Stubbed toes, double pneumonia and PTSD
It is complicated.
Tell me I am sick, and the inner trembling starts. In my complex PTSD brain I-am-now-in-the-crosshairs-of-every-person’s-rifle. Perhaps more than others, I do not like to be sick.
Every. Single. Medical type thing sends me into a flap. It doesn’t matter how serious it is - a stubbed toe, double pneumonia. Migraine. Whatever. Whatever it is, I fear it. Not the discomfort, or the potential of death. It is the vulnerability.
Diseased, my ability to fight, outrun, outsmart the assailant who I ever expect is coming, is lamed. But the terror isn’t. A fear now out of control, aware that I cannot get away. From childhood always terribly vulnerable in life, my adult self is more vulnerable when ill.
So, like an injured animal I may try to hide it, sliding the bandaged toe out of sight, attempting to muffle that pneumatic cough. Praying for lingering dysentery-type symptoms to go away, sinister looking moles to melt into my skin. For my ailing body to just sort itself out. So that no one sniffs any whiff of infirmity.
When asked about my pallor, “I’ve been a bit unwell,” I may confess, omitting the bit about the 2-week hospitalisation and nasal gastric tube, instead placing careful emphasis on the “everything is hunky dory now” end to the conversation. Because…
Once friends/colleagues/associates work out that I am really, truly not mental-illness-mind-manufactured (their default assumption) physically ill, my life suddenly belongs to someone else. Decisions are made for me, my capability assessed. I cannot do/must stop doing what I want to do. A mentally ill person who is also physically ill (they rationalise), can no longer make appropriate life choices. For my own good (they say), I am now under every person’s thumb, every one of these well-meant non-medical souls full of menacing treatment advice.
Unnoticed by others, as my plague drags on, I succumb to a dissociative high fever – a dissociation outside dissociation, where I wander through each day floating in and out of panic induced ‘semi functional-consciousness’. I am hobbled by this thing, whatever illness it may be, any control over my life now gone.
Sickness = Vulnerability.
And treatment. Illness requires treatment. In my subtle dissociation-fever I am suddenly under attack from medical instructions, little black words on a piece of paper I flap around in agitation because there is a growing to-do list on here that requires thought and organisation. Little life skills which don’t fit into floaty.

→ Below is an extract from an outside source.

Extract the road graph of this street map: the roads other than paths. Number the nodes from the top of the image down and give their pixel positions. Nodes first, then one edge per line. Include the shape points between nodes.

Then, when an instruction actually dribbles in, there is the resentment laced fear of being told what to do. Instructions must be obeyed. Choice is not an option. The educated medical person’s ‘rules’ come in the childhood-echoed tone of my father – backed with the anticipation of his effective enforcement. So, those instructions must be followed TO THE LETTER to avert disaster. Annoying, I ask multiple times for clarification, ring 24hr pathology information lines for a recap of the rules for collection, again and again and again. Increasingly paralysed by my overwhelmed-ness, I no longer know what I am even thinking (let alone doing). I am vulnerable.
And suspicious.
Doctor, specialist, specialist, specialist, allied health – I tightrope walk between offices, ever grateful that I have a GP who gathers the ropes and ties them together for me, into a safety net.

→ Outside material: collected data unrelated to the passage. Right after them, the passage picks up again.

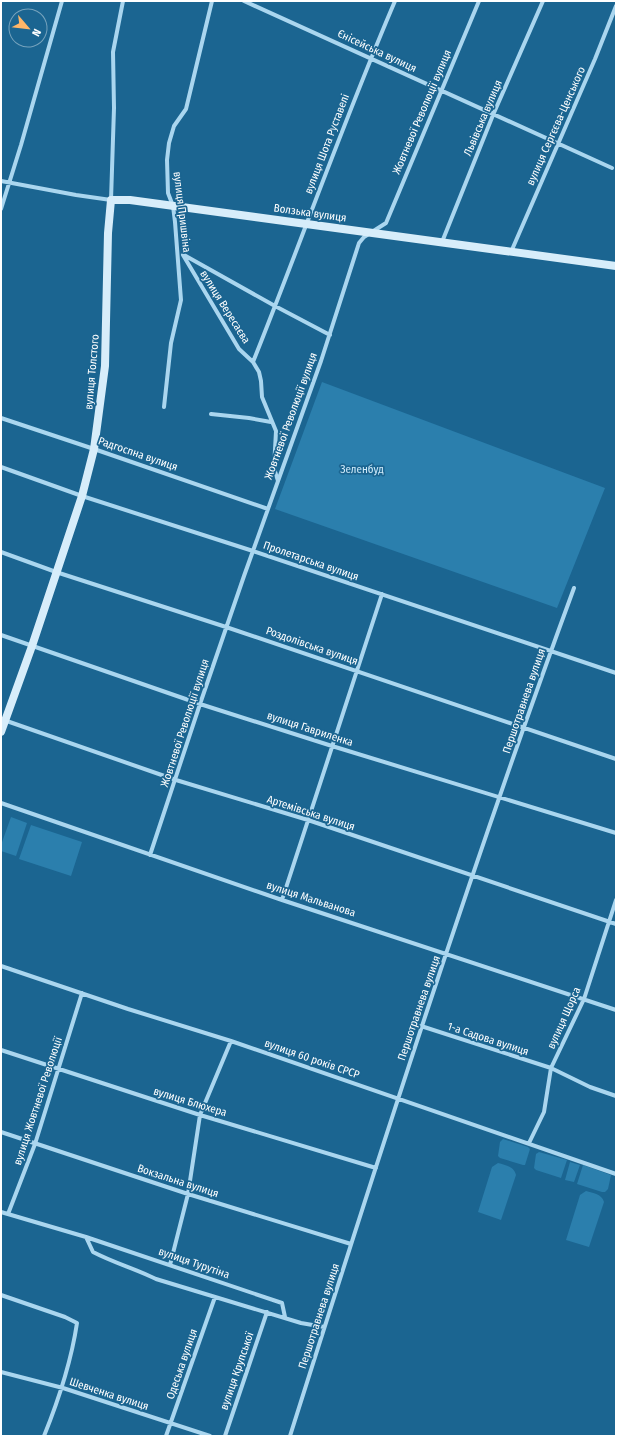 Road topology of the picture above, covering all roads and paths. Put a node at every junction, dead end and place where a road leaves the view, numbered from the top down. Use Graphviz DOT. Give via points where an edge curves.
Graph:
graph roads {
  1 [pos="62,1"];
  2 [pos="123,1"];
  3 [pos="212,1"];
  4 [pos="244,1"];
  5 [pos="258,1"];
  6 [pos="395,1"];
  7 [pos="479,1"];
  8 [pos="543,1"];
  9 [pos="256,6"];
  10 [pos="616,6"];
  11 [pos="371,58"];
  12 [pos="441,91"];
  13 [pos="493,115"];
  14 [pos="558,143"];
  15 [pos="612,168"];
  16 [pos="1,181"];
  17 [pos="10,183"];
  18 [pos="111,200"];
  19 [pos="173,206"];
  20 [pos="1,209"];
  21 [pos="307,224"];
  22 [pos="372,233"];
  23 [pos="442,243"];
  24 [pos="178,252"];
  25 [pos="510,253"];
  26 [pos="183,255"];
  27 [pos="616,266"];
  28 [pos="275,306"];
  29 [pos="330,334"];
  30 [pos="253,362"];
  31 [pos="164,407"];
  32 [pos="211,414"];
  33 [pos="1,418"];
  34 [pos="272,422"];
  35 [pos="94,449"];
  36 [pos="1,467"];
  37 [pos="278,481"];
  38 [pos="82,496"];
  39 [pos="268,509"];
  40 [pos="253,551"];
  41 [pos="1,552"];
  42 [pos="56,572"];
  43 [pos="574,588"];
  44 [pos="382,594"];
  45 [pos="226,627"];
  46 [pos="1,635"];
  47 [pos="32,646"];
  48 [pos="551,651"];
  49 [pos="357,671"];
  50 [pos="616,673"];
  51 [pos="200,704"];
  52 [pos="3,720"];
  53 [pos="524,728"];
  54 [pos="1,732"];
  55 [pos="332,746"];
  56 [pos="616,759"];
  57 [pos="176,780"];
  58 [pos="499,797"];
  59 [pos="1,803"];
  60 [pos="308,820"];
  61 [pos="616,833"];
  62 [pos="150,855"];
  63 [pos="472,876"];
  64 [pos="282,900"];
  65 [pos="616,900"];
  66 [pos="609,922"];
  67 [pos="616,924"];
  68 [pos="446,954"];
  69 [pos="1,966"];
  70 [pos="82,993"];
  71 [pos="584,999"];
  72 [pos="616,1010"];
  73 [pos="421,1026"];
  74 [pos="231,1041"];
  75 [pos="1,1050"];
  76 [pos="551,1068"];
  77 [pos="58,1070"];
  78 [pos="616,1096"];
  79 [pos="398,1099"];
  80 [pos="200,1115"];
  81 [pos="1,1132"];
  82 [pos="529,1143"];
  83 [pos="35,1144"];
  84 [pos="376,1168"];
  85 [pos="616,1174"];
  86 [pos="188,1194"];
  87 [pos="1,1212"];
  88 [pos="8,1214"];
  89 [pos="86,1236"];
  90 [pos="351,1244"];
  91 [pos="170,1265"];
  92 [pos="1,1295"];
  93 [pos="215,1297"];
  94 [pos="267,1312"];
  95 [pos="285,1317"];
  96 [pos="324,1327"];
  97 [pos="1,1372"];
  98 [pos="63,1388"];
  99 [pos="171,1424"];
  100 [pos="44,1436"];
  101 [pos="166,1436"];
  102 [pos="210,1436"];
  103 [pos="224,1436"];
  104 [pos="290,1436"];
  1 -- 17 [label="street"];
  2 -- 18 [label="street, вулиця Толстого" via="113,52"];
  3 -- 19 [label="street, вулиця Пришвіна" via="186,109 174,126 169,143 168,193"];
  4 -- 9 [label="street, Єнісейська вулиця"];
  5 -- 9 [label="street"];
  6 -- 11 [label="street, вулиця Шота Руставелі"];
  7 -- 12 [label="street, Жовтневої Революції вулиця"];
  8 -- 13 [label="street, Львівська вулиця"];
  9 -- 11 [label="street, Єнісейська вулиця"];
  10 -- 14 [label="street, вулиця Сергєєва-Ценського"];
  11 -- 12 [label="street, Єнісейська вулиця"];
  11 -- 21 [label="street, вулиця Шота Руставелі"];
  12 -- 13 [label="street, Єнісейська вулиця"];
  12 -- 22 [label="street, Жовтневої Революції вулиця" via="386,223"];
  13 -- 14 [label="street, Єнісейська вулиця"];
  13 -- 23 [label="street, Львівська вулиця"];
  14 -- 15 [label="street, Єнісейська вулиця"];
  14 -- 25 [label="street, вулиця Сергєєва-Ценського"];
  16 -- 17 [label="street, Волзька вулиця"];
  17 -- 18 [label="street, Волзька вулиця"];
  17 -- 20 [label="street"];
  18 -- 19 [label="street, Волзька вулиця"];
  18 -- 35 [label="street, вулиця Толстого" via="105,366"];
  19 -- 21 [label="street, Волзька вулиця"];
  19 -- 24 [label="street, вулиця Пришвіна"];
  21 -- 22 [label="street, Волзька вулиця"];
  21 -- 28 [label="street, вулиця Шота Руставелі"];
  22 -- 23 [label="street, Волзька вулиця"];
  22 -- 29 [label="street, Жовтневої Революції вулиця" via="364,237 359,244"];
  23 -- 25 [label="street, Волзька вулиця"];
  24 -- 26 [label="street"];
  24 -- 31 [label="street, вулиця Пришвіна" via="181,300 171,343"];
  25 -- 27 [label="street, Волзька вулиця"];
  26 -- 28 [label="street"];
  26 -- 30 [label="street, вулиця Вересаєва" via="239,349"];
  28 -- 29 [label="street"];
  28 -- 30 [label="street, вулиця Шота Руставелі"];
  29 -- 37 [label="street, Жовтневої Революції вулиця"];
  30 -- 34 [label="street, вулиця Вересаєва" via="259,372 262,397"];
  32 -- 34 [label="street"];
  33 -- 35 [label="street, Радгоспна вулиця"];
  34 -- 37 [label="street, вулиця Вересаєва" via="276,431 274,468"];
  35 -- 38 [label="street, вулиця Толстого"];
  35 -- 39 [label="street, Радгоспна вулиця"];
  36 -- 38 [label="street, Пролетарська вулиця"];
  37 -- 39 [label="street, Жовтневої Революції вулиця"];
  38 -- 40 [label="street, Пролетарська вулиця"];
  38 -- 42 [label="street, вулиця Толстого"];
  39 -- 40 [label="street, Жовтневої Революції вулиця"];
  40 -- 44 [label="street, Пролетарська вулиця"];
  40 -- 45 [label="street, Жовтневої Революції вулиця"];
  41 -- 42 [label="street, Роздолівська вулиця"];
  42 -- 45 [label="street, Роздолівська вулиця"];
  42 -- 47 [label="street, вулиця Толстого"];
  43 -- 48 [label="street, Першотравнева вулиця"];
  44 -- 48 [label="street, Пролетарська вулиця"];
  44 -- 49 [label="street"];
  45 -- 49 [label="street, Роздолівська вулиця"];
  45 -- 51 [label="street, Жовтневої Революції вулиця"];
  46 -- 47 [label="street, вулиця Гавриленка"];
  47 -- 51 [label="street, вулиця Гавриленка"];
  47 -- 52 [label="street, вулиця Толстого"];
  48 -- 50 [label="street, Пролетарська вулиця"];
  48 -- 53 [label="street, Першотравнева вулиця"];
  49 -- 53 [label="street, Роздолівська вулиця"];
  49 -- 55 [label="street"];
  51 -- 55 [label="street, вулиця Гавриленка"];
  51 -- 57 [label="street, Жовтневої Революції вулиця"];
  52 -- 54 [label="street, вулиця Толстого"];
  52 -- 57 [label="street, Артемівська вулиця"];
  53 -- 56 [label="street, Роздолівська вулиця"];
  53 -- 58 [label="street, Першотравнева вулиця"];
  55 -- 58 [label="street, вулиця Гавриленка"];
  55 -- 60 [label="street"];
  57 -- 60 [label="street, Артемівська вулиця"];
  57 -- 62 [label="street, Жовтневої Революції вулиця"];
  58 -- 61 [label="street, вулиця Гавриленка"];
  58 -- 63 [label="street, Першотравнева вулиця"];
  59 -- 62 [label="street, вулиця Мальванова"];
  60 -- 63 [label="street, Артемівська вулиця"];
  60 -- 64 [label="street"];
  62 -- 64 [label="street, вулиця Мальванова"];
  63 -- 66 [label="street, Артемівська вулиця"];
  63 -- 68 [label="street, Першотравнева вулиця"];
  64 -- 68 [label="street, вулиця Мальванова"];
  65 -- 66 [label="street, вулиця Щорса"];
  66 -- 67 [label="street, Артемівська вулиця"];
  66 -- 71 [label="street, вулиця Щорса"];
  68 -- 71 [label="street, вулиця Мальванова"];
  68 -- 73 [label="street, Першотравнева вулиця"];
  69 -- 70 [label="street, вулиця 60 років СРСР"];
  70 -- 74 [label="street, вулиця 60 років СРСР"];
  70 -- 77 [label="street, вулиця Жовтневої Революції"];
  71 -- 72 [label="street, вулиця Мальванова"];
  71 -- 76 [label="street, вулиця Щорса"];
  73 -- 76 [label="street, 1-а Садова вулиця"];
  73 -- 79 [label="street, Першотравнева вулиця"];
  74 -- 79 [label="street, вулиця 60 років СРСР"];
  74 -- 80 [label="street"];
  75 -- 77 [label="street, вулиця Блюхера"];
  76 -- 78 [label="street, 1-а Садова вулиця" via="590,1087"];
  76 -- 82 [label="street, вулиця Щорса" via="544,1112"];
  77 -- 80 [label="street, вулиця Блюхера"];
  77 -- 83 [label="street, вулиця Жовтневої Революції"];
  79 -- 82 [label="street, вулиця 60 років СРСР"];
  79 -- 84 [label="street, Першотравнева вулиця"];
  80 -- 84 [label="street, вулиця Блюхера"];
  80 -- 86 [label="street"];
  81 -- 83 [label="street, Вокзальна вулиця"];
  82 -- 85 [label="street, вулиця 60 років СРСР"];
  83 -- 86 [label="street, Вокзальна вулиця"];
  83 -- 88 [label="street, вулиця Жовтневої Революції"];
  84 -- 90 [label="street, Першотравнева вулиця"];
  86 -- 90 [label="street, Вокзальна вулиця"];
  86 -- 91 [label="street"];
  87 -- 88 [label="street, вулиця Турутіна"];
  88 -- 89 [label="street, вулиця Турутіна"];
  89 -- 91 [label="street, вулиця Турутіна"];
  89 -- 93 [label="street" via="93,1252 111,1261 139,1270 156,1279"];
  90 -- 96 [label="street, Першотравнева вулиця"];
  91 -- 95 [label="street, вулиця Турутіна" via="282,1303"];
  92 -- 98 [label="street" via="77,1323"];
  93 -- 94 [label="street"];
  93 -- 99 [label="street, Одеська вулиця"];
  94 -- 95 [label="street"];
  94 -- 103 [label="street, вулиця Крупської"];
  95 -- 96 [label="street"];
  96 -- 104 [label="street, Першотравнева вулиця"];
  97 -- 98 [label="street, Шевченка вулиця"];
  98 -- 99 [label="street, Шевченка вулиця"];
  98 -- 100 [label="street"];
  99 -- 101 [label="street, Одеська вулиця"];
  99 -- 102 [label="street, Шевченка вулиця"];
}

Lucky, because the more tests, procedures, the more whirl-windy my life becomes, the more my poor brain becomes convinced that there is no one on my side. The ‘support’ of people, any person seems increasingly illusionary, fragile. Suspect. A ‘fact’ which makes me increasingly narky, and difficult.

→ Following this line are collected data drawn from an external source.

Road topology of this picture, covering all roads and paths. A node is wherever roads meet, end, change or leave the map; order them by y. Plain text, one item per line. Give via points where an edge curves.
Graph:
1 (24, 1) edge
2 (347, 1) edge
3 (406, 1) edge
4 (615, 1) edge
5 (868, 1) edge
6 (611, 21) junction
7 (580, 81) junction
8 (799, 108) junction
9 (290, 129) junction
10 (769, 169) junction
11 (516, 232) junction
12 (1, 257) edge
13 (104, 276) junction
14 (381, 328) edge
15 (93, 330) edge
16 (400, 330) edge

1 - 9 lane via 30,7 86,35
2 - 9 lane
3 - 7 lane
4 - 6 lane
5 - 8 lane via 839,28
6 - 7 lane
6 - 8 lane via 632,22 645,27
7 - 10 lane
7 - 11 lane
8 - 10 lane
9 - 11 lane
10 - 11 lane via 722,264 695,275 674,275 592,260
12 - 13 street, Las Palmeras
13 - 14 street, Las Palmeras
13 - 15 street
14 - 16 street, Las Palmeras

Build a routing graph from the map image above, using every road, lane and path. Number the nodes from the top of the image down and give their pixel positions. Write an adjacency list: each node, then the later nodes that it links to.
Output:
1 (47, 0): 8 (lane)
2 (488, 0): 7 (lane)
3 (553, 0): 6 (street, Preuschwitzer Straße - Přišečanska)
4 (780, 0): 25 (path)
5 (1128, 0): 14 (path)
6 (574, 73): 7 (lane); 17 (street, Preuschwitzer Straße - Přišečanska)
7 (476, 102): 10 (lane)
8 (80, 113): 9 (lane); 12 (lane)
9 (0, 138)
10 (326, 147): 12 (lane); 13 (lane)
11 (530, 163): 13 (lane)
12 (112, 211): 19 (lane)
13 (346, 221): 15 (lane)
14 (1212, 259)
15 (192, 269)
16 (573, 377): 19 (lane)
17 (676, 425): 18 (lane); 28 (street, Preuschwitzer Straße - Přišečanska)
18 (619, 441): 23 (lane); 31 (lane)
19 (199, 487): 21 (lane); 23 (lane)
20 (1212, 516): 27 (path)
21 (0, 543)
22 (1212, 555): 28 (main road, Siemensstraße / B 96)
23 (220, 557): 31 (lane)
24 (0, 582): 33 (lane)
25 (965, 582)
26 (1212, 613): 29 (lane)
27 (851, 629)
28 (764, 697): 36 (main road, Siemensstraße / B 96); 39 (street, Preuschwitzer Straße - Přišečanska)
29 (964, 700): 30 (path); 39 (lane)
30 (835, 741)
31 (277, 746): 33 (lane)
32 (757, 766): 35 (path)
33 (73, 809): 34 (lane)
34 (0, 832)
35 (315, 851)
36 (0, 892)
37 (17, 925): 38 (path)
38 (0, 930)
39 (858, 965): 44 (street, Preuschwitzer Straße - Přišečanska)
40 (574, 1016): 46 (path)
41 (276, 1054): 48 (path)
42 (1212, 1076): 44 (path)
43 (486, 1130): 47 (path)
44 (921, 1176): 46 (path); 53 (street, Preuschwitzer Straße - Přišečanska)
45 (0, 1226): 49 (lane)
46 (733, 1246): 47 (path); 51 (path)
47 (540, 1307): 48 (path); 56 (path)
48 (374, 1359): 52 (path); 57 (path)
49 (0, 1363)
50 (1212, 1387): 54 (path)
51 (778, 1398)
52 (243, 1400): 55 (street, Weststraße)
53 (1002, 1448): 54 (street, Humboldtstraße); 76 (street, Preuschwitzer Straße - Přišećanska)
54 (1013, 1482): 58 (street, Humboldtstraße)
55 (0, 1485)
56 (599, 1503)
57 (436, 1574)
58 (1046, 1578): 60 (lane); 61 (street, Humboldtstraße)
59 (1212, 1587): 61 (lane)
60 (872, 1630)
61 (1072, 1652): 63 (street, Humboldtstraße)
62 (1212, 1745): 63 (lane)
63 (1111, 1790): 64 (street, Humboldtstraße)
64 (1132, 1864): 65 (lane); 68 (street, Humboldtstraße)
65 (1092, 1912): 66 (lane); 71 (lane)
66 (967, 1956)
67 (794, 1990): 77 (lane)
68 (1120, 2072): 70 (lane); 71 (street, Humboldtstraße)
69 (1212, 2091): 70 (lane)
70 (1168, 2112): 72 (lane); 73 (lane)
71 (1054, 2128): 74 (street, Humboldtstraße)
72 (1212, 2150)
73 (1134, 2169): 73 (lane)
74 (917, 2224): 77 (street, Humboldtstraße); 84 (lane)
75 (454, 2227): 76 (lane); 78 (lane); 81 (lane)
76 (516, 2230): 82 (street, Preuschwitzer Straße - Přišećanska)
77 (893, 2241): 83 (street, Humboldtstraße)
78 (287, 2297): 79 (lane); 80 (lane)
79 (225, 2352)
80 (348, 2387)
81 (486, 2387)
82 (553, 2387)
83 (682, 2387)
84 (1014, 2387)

Especially because, treatment means power. And not mine.
Power penetrates. Physically, mentally, emotionally. Penetration is the ultimate humiliation, shame, fear, ‘victory’ over another person. Under anaesthetic, or wide awake – it doesn’t matter - I do not want anything penetrating me – not anywhere, anytime, for any reason. But, if I want treatment, I have no choice.
Think about it.
Even examinations are often penetrative. That instrument thing that goes into the ear to assess temperature? That triggers me, although no one would twig, their examination concentration fooled by my admirable show of I-am-not-vulnerable-here.
But I am vulnerable here. I am exposed. For those (admittedly therapeutic) minutes someone else owns my body, my control, my power – just like when I was a child. So then there’s the flashbacks, the panic attack in the dentist’s chair, the rapid heartbeat in the waiting room, the nausea during the blood test.
Yet…
Under all of that, insidious and impossibly deep, there is a child’s whisper, curiously full of relief: “He thinks I am fragile when sick. As long as I am sick I am safe, from him”. A voice dotted with dim memories of chocolate on the bedside table to speed recovery, a gentle hand on a burning forehead as I lie in my bubble of sick-safety, confused by that hand, dread-filled at the thought of recovery.
As an adult I am threatened when sick. As a child I was threatened when well.
Either way, vulnerable.
So, if I seem ambivalent about my health, that would be why.
Fear.
But,
it is complicated.
Like any story, there are two sides to it.